**PROMPT**:
Across all lines of the entries, tally those with the word "roads" in them. The reply is the tally, by itself.

**DATASET EXCERPTS**:

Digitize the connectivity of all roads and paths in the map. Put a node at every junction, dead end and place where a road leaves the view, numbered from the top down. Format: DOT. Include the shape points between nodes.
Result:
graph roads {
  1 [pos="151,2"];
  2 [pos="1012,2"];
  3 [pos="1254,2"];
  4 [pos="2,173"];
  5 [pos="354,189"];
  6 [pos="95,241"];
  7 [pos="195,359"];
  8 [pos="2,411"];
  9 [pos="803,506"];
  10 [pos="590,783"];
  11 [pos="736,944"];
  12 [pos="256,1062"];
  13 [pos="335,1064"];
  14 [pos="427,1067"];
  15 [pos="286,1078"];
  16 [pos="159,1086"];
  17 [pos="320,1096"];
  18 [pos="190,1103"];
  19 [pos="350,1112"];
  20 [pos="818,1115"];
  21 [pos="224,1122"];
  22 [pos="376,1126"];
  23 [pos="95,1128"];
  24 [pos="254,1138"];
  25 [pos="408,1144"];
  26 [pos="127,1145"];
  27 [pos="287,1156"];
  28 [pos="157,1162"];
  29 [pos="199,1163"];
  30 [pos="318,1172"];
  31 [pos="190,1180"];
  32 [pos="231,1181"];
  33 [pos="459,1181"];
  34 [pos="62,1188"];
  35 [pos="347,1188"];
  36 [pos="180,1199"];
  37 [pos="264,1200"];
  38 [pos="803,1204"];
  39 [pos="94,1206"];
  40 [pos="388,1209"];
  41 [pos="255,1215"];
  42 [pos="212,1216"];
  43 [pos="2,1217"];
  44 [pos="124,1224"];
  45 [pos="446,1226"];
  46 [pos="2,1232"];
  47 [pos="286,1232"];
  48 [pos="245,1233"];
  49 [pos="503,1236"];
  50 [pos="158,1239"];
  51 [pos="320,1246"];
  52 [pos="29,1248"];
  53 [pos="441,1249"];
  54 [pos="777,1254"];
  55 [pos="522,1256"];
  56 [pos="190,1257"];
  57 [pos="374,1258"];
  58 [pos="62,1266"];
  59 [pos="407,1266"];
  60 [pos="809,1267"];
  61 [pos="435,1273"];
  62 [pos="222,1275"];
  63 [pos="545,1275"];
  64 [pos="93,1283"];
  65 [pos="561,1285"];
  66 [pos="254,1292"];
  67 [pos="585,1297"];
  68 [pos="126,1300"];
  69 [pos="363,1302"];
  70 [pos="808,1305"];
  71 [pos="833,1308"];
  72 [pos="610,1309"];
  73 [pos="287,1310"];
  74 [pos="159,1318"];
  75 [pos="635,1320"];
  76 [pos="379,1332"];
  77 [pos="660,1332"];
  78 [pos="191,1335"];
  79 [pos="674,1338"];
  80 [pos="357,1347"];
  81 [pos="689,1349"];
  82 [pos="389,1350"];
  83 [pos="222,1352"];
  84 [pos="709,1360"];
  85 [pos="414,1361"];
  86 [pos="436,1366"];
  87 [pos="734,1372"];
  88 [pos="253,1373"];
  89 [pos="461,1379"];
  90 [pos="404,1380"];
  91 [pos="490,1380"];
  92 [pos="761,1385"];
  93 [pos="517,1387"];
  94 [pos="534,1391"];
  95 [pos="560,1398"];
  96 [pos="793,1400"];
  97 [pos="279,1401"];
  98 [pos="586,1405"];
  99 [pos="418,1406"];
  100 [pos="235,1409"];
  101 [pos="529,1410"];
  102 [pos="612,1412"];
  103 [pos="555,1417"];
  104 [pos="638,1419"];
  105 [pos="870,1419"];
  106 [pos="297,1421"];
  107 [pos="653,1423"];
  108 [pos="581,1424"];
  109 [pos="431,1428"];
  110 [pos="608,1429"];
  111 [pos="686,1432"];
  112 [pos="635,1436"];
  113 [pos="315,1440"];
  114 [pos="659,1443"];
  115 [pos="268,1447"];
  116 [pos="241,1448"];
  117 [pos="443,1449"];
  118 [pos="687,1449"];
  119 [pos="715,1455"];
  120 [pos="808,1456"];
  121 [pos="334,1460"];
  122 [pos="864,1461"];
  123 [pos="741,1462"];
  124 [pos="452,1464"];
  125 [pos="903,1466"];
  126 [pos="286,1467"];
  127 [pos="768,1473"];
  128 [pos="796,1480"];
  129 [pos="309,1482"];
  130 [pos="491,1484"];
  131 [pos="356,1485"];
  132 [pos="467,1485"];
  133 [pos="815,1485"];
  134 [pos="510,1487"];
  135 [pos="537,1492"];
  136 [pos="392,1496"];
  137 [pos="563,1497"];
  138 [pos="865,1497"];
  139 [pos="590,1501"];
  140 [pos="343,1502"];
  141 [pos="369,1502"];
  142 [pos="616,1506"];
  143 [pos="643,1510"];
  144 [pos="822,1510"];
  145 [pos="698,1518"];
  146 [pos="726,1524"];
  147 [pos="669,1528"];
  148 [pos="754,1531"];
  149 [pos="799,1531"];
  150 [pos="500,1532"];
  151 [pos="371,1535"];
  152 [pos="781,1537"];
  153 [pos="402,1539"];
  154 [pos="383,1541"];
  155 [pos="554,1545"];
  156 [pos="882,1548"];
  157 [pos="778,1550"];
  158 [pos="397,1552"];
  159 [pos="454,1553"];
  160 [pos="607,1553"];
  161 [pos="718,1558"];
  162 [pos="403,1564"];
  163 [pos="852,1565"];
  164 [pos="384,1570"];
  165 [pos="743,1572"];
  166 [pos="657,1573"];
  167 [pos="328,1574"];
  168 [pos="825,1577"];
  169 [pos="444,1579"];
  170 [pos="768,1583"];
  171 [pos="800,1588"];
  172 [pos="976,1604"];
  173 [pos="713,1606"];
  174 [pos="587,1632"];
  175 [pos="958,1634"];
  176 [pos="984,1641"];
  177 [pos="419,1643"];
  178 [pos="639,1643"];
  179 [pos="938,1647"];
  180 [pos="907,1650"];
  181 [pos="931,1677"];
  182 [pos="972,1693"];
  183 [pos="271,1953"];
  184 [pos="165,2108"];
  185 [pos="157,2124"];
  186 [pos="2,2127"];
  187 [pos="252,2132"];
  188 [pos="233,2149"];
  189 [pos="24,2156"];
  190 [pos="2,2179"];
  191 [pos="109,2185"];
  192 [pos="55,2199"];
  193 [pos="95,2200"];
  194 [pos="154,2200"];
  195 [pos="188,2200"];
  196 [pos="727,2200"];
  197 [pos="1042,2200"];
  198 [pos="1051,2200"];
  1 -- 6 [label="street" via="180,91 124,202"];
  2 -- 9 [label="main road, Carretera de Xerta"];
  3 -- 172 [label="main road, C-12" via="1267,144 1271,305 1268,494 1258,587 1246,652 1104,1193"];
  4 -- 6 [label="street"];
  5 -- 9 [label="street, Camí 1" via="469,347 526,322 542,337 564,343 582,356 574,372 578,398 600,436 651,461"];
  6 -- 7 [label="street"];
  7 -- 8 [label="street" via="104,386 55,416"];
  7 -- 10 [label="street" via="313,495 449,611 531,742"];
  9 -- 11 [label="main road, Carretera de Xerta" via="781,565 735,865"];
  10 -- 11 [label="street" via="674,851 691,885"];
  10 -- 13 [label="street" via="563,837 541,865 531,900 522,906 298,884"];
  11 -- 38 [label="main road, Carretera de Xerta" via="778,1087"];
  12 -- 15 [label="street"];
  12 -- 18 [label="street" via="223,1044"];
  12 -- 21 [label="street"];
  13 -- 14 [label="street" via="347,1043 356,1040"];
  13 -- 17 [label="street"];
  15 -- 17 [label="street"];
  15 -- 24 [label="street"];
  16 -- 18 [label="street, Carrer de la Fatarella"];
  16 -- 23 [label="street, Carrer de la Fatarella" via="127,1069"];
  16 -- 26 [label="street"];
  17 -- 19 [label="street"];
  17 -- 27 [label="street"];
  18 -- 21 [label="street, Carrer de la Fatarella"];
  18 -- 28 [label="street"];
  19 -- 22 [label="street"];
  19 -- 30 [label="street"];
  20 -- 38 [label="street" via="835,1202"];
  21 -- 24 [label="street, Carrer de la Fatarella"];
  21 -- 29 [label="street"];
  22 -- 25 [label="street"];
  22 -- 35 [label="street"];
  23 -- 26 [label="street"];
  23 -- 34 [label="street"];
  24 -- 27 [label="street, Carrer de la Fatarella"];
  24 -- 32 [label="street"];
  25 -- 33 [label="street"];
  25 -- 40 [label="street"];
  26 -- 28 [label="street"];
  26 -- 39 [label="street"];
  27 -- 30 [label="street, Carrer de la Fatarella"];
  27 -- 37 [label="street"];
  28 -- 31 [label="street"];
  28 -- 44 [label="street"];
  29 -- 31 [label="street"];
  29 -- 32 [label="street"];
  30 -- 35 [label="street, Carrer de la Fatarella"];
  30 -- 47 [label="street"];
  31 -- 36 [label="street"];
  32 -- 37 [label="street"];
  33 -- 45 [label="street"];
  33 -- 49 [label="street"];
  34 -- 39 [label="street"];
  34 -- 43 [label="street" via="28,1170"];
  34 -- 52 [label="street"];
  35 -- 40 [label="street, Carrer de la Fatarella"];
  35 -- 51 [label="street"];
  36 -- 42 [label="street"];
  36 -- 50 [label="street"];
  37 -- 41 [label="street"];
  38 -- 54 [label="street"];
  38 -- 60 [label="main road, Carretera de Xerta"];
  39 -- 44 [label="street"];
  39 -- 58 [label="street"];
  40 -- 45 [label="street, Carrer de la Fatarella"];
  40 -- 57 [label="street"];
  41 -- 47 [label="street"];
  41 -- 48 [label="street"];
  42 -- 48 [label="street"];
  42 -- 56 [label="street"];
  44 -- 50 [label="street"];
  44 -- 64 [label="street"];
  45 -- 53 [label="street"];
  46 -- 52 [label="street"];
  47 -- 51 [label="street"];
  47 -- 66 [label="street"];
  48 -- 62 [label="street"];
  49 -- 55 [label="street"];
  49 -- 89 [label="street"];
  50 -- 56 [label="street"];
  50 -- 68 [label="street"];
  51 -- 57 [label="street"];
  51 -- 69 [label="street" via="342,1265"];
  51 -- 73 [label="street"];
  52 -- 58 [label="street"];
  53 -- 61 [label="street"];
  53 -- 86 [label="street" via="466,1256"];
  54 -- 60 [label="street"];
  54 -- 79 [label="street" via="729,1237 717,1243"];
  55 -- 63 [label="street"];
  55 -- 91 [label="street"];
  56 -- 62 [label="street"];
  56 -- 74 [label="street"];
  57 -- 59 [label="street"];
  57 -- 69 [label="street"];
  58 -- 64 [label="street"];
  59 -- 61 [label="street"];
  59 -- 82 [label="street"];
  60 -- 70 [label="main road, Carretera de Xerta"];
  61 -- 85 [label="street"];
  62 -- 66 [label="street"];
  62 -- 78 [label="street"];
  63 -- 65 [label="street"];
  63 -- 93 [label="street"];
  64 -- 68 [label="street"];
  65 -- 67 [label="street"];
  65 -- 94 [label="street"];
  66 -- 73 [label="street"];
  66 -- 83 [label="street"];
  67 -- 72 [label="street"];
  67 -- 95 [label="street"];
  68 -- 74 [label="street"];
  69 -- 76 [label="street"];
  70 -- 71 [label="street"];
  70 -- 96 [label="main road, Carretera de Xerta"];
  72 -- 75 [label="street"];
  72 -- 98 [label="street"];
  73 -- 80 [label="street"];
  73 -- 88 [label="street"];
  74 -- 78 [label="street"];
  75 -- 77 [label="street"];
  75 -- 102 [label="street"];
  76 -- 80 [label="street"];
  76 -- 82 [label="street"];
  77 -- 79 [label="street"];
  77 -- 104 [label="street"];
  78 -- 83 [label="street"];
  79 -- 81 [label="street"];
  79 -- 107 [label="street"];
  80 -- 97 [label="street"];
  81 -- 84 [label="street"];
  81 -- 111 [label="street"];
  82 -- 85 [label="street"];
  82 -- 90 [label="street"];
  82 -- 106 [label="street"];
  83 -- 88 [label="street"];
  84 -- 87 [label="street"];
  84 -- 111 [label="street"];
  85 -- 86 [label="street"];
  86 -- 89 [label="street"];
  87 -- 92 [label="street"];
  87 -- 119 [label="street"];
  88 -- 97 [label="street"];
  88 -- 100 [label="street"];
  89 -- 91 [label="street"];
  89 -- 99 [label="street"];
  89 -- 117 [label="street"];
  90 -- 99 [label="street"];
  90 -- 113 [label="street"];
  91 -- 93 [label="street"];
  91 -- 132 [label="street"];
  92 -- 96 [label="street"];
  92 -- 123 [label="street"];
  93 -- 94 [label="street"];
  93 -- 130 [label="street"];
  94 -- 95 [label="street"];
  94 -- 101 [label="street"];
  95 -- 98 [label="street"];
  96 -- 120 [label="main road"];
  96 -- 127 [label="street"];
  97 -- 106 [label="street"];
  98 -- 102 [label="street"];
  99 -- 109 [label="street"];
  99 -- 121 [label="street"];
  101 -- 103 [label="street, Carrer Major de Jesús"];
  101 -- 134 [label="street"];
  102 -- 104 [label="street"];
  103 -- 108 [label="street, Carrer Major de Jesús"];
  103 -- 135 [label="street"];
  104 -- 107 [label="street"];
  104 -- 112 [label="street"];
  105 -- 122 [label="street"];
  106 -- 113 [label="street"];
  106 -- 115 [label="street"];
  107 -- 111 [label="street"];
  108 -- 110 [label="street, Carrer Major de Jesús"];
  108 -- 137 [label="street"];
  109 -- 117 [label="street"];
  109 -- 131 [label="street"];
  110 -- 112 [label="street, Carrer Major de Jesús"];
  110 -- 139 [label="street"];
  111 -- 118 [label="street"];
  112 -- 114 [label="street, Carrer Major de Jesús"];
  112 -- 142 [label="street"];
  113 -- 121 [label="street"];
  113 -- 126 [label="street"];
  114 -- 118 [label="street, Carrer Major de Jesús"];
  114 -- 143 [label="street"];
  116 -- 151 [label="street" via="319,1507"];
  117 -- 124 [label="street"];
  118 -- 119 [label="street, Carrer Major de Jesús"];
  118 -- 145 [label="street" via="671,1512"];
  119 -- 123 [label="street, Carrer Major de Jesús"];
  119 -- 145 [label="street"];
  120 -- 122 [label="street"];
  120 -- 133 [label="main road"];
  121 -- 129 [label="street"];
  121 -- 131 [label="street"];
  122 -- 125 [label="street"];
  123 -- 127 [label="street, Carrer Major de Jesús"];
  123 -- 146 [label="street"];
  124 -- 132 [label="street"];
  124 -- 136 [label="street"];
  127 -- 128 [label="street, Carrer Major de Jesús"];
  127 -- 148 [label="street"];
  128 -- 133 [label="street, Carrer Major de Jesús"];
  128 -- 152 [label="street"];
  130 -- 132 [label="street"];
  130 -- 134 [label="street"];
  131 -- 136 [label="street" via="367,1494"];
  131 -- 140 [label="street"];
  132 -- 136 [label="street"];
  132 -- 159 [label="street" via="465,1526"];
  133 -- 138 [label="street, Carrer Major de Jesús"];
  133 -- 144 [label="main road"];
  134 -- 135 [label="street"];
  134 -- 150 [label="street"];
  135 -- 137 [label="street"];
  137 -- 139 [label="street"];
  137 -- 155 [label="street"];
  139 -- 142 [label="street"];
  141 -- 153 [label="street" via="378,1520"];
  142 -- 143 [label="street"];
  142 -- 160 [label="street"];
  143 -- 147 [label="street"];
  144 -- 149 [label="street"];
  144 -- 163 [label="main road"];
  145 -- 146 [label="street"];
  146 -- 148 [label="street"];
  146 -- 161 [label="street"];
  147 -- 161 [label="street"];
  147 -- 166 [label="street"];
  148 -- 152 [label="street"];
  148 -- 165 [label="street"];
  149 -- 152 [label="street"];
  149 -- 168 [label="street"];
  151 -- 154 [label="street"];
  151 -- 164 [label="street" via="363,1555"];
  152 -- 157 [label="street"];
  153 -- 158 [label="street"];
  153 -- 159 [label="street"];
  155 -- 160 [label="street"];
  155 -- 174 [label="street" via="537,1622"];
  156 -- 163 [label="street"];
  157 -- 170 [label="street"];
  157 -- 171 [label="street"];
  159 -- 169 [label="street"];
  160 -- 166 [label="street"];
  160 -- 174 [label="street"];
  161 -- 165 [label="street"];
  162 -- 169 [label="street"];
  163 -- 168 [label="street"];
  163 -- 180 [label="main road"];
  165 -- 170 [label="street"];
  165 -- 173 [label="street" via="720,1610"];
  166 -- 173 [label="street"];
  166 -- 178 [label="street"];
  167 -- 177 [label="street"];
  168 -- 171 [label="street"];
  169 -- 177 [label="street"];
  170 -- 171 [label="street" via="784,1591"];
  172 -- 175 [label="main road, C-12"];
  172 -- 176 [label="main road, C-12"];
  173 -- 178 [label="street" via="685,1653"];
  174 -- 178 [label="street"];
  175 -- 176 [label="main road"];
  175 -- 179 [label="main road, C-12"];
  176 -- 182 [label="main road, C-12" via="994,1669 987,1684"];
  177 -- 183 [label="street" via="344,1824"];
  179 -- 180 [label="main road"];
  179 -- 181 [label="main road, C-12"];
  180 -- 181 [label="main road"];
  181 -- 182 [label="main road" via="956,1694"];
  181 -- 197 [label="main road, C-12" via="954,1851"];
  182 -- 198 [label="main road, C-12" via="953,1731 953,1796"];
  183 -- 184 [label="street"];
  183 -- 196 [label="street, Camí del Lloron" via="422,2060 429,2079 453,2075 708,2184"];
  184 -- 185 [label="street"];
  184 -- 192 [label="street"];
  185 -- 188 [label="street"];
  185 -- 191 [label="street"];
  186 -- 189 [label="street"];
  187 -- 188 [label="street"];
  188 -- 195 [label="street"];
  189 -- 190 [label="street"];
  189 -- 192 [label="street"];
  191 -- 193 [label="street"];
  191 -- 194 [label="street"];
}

**WORKED SOLUTION**:
2